A Chinese journalist had to pull down his poem on "cicadas" from social media after his employer felt the lines "fat heads and big ears" could be a slur against President Xi Jinping.

Xuan Kejiong, a reporter who works for the Shanghai Media Group, shared his work on Chinese social media Weibo on July 16 with his 1.6 million followers. In less than 30 minutes, Xuan's poem vanished from Weibo, reported Evening Standard.

Kejiong, in his poem, described cicadas as "self-proclaimed smart" creatures with "fat heads and big ears." He said they "crawled out of the dark."

"I can only use my butt to sing praises in summer. I don’t know the sufferings and heat the world faces," the short poem read.

Soon, Shanghai Media Group was inundated by inquiries as to "what he really meant." The writer had to take down his poem immediately, though screenshots were already flying around by then.

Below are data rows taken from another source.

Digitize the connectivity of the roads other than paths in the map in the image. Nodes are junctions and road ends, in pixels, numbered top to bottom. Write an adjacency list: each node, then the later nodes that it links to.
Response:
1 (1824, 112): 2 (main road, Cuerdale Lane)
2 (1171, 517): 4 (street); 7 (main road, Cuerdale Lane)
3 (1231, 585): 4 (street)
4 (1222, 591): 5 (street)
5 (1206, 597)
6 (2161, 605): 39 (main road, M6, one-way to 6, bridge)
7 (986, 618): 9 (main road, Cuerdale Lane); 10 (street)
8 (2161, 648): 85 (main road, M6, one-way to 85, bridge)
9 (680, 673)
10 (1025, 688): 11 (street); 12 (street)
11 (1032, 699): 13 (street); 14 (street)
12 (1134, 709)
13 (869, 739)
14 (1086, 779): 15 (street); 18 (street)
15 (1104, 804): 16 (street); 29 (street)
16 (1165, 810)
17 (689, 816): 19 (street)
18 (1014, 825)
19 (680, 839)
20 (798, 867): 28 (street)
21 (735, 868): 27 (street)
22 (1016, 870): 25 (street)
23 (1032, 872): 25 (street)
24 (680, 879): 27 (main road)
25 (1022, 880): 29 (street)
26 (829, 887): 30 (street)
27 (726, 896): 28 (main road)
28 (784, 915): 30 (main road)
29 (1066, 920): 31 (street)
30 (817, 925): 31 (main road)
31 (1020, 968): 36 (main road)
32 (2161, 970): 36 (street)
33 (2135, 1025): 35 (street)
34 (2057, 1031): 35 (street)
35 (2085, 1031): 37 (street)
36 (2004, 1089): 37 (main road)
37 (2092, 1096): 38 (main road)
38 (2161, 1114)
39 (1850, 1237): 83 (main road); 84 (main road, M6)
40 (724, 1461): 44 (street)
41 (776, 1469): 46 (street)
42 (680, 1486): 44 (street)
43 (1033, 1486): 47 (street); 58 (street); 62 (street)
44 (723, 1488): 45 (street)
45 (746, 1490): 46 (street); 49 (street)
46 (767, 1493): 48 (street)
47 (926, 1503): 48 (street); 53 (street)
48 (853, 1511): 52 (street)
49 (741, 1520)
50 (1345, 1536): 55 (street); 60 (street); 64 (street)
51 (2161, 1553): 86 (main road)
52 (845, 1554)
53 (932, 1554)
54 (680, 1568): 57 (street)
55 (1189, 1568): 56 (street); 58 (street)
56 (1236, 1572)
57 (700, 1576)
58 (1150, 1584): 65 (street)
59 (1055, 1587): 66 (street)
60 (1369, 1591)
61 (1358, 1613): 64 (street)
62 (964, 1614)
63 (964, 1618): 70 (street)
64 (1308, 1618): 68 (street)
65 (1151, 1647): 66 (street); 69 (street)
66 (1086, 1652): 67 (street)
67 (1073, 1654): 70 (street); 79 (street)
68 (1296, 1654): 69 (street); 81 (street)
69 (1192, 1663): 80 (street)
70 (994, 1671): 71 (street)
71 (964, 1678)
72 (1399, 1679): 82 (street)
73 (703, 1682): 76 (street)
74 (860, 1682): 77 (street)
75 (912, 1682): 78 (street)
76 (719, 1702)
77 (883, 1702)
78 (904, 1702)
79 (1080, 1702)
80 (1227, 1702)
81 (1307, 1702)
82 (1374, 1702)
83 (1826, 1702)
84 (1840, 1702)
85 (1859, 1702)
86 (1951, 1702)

The organization also published an apology which read: "The Shanghai Media Group has solemnly criticized the reporter, Kejiong, who realizes his mistake." The group added that they asked the reporter to "improve his political position and ideological understanding." "At a time when the public is anxious, it is also the responsibility of mature media people not to be misunderstood and used," the statement added.

Kejiong's posts have sparked heated discussions earlier too and have often appeared in China Digital Times, a website dedicated to collecting banned articles and speeches online in China, according to the Chinese website of Radio Free Asia.

However, some netizens rushed to Kejiong's support, claiming that his poem was based on what he "knew and experienced," but those in power interpreted it their way. "The emperor was suspicious when he knew it," some added. One reader posted a cryptic comment. "The cicada will die after the summer. How can something that everyone knows become a state secret?"

Many said they or their family members didn't initially understand Kejiong's blog post, but the meaning was clear after the "Chinese Communist Party made him delete it."

Meanwhile, there are reports that Kejiong himself has been banned from Weibo, and many related discussions have also been deleted.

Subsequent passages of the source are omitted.